What $390,000 Will Buy You Across Canada

Some market observers have questioned the accuracy of housing data coming from the country’s numerous real estate boards, suggesting numbers may be getting inflated due to errors in the way home sales are counted.

Others are pressing Finance Minister Jim Flaherty to do something about the country's lack of data on foreign investors in housing. Unlike many other countries, Canada doesn't collect data on foreign buyers of housing. That's a key part of the puzzle to understanding the housing market, critics say.

But even errors or gaps in measurement couldn’t account for the strong growth seen in the housing market in recent months.

Some market analysts will likely point to the strong numbers as another sign of a housing bubble in Canada. But though he acknowledges the risks to the economy from an overheated housing market, Bank of Canada Governor Stephen Poloz says there is no bubble, as the market still reflects economic fundamentals.

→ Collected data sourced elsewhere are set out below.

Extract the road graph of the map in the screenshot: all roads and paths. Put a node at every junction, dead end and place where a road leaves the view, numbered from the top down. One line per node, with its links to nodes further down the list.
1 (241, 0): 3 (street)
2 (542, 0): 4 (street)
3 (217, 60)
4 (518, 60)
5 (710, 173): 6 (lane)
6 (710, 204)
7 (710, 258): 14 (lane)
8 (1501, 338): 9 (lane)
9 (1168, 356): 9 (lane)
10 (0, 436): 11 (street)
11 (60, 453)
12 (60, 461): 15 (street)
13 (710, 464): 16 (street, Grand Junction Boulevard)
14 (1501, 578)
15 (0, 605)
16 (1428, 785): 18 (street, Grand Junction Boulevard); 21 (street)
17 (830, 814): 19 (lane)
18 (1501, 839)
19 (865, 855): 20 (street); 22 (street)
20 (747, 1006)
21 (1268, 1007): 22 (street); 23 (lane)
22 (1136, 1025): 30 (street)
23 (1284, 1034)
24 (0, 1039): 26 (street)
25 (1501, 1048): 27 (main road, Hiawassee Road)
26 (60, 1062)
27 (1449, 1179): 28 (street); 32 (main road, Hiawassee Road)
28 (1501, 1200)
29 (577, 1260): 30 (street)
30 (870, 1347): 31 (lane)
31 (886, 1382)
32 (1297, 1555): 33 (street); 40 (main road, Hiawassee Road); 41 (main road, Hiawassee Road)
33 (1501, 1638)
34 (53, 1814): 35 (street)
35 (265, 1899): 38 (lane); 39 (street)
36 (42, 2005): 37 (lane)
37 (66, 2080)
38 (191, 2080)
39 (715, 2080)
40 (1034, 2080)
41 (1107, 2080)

“Our judgment is (the housing market) is a situation that is improving, this is not a bubble that exists here that would have to be corrected,” he said.

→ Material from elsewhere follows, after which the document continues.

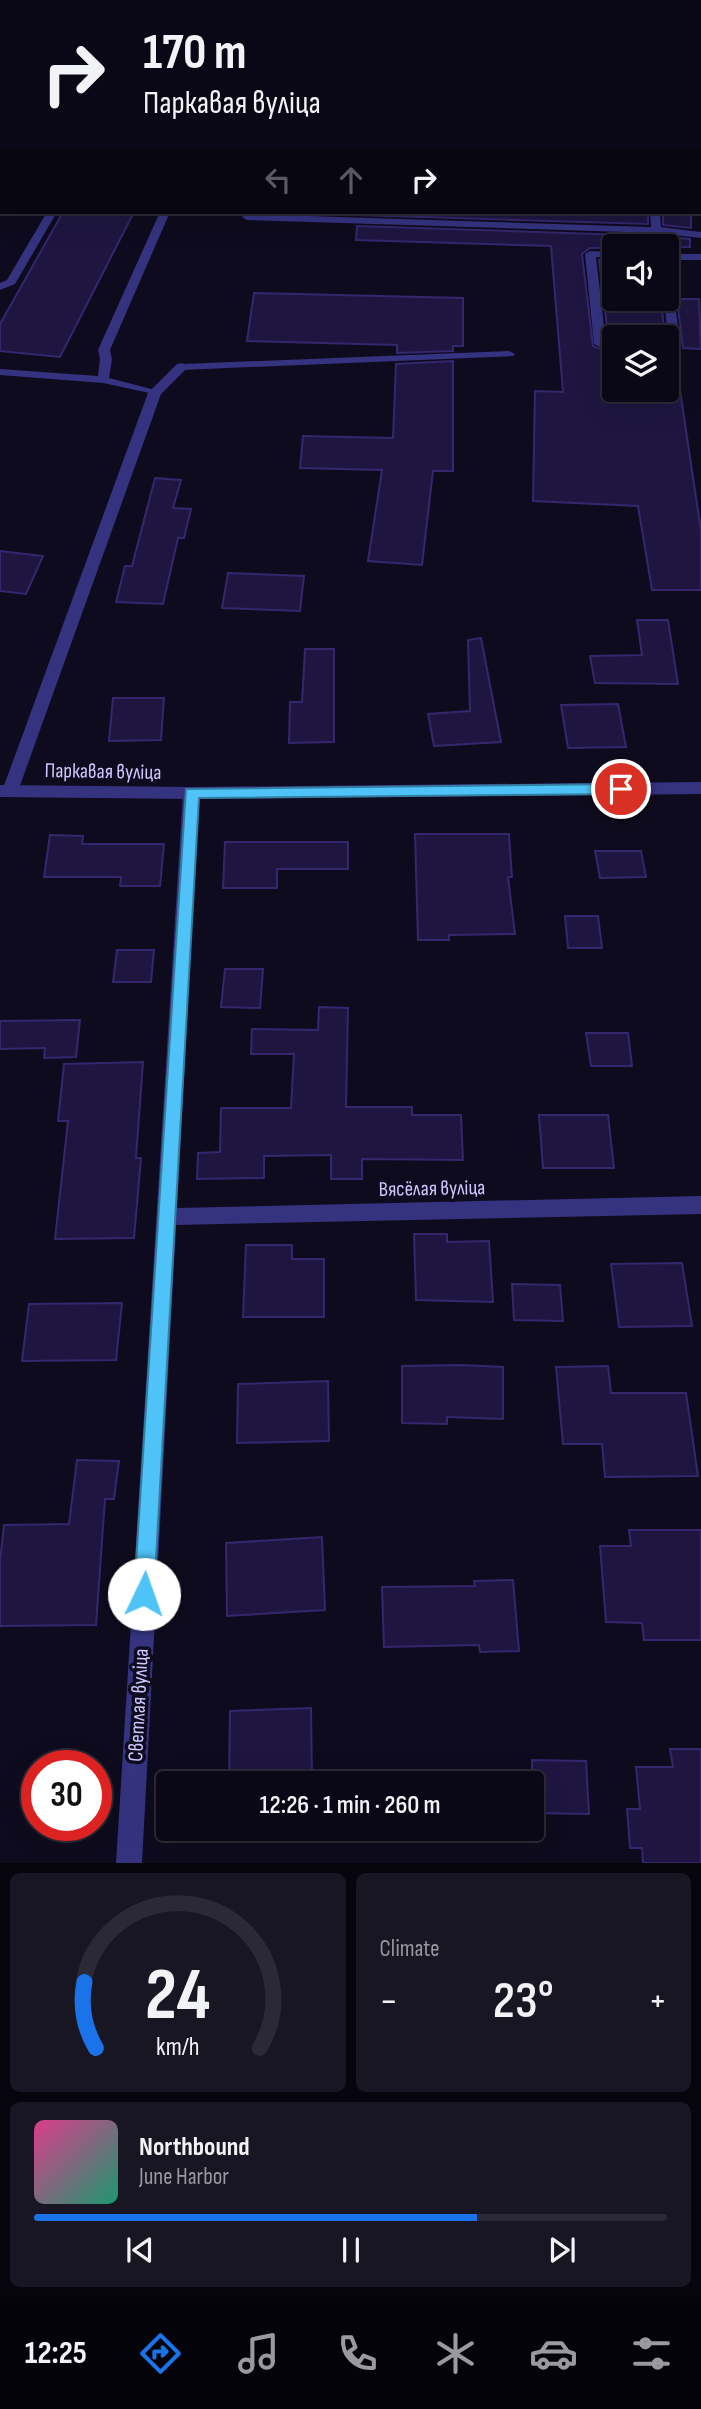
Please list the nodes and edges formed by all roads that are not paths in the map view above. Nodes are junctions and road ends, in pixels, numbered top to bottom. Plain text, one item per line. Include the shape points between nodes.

That’s also the view of a recent Royal LePage report, which argued there is overbuilding in the condo markets in Canada’s three largest cities, but not enough of it to conclude there is a condo bubble.

But Nouriel Roubini, the financial analyst who rose to fame by correctly predicting the U.S.’s housing bubble and subsequent financial crisis, recently named Canada as one of nearly a dozen countries where a global housing bubble is forming.

Roubini says persistent low interest rates across many countries have inflated prices into bubble territory. A collapse of so many real estate bubbles could harm the global economy, Roubini argued.

But Roubini says the bubbles may not be ready to burst just yet, "because the forces feeding them – especially easy money and the need to hedge against inflation – are still fully operative."

Along with Canada, Roubini named Australia, Finland, France, Germany, New Zealand, Norway, Switzerland, Sweden and the London metropolitan area as being in bubble territory, along with some emerging markets, including China. The U.S., where prices and sales are growing but are still low compared with historical norms, was not on Roubini’s list.

The Bank of Canada on Wednesday decided to keep its key interest rate at one per cent, a level it has been at for nearly four years. The bank said there isn’t enough inflation in the economy to justify raising rates.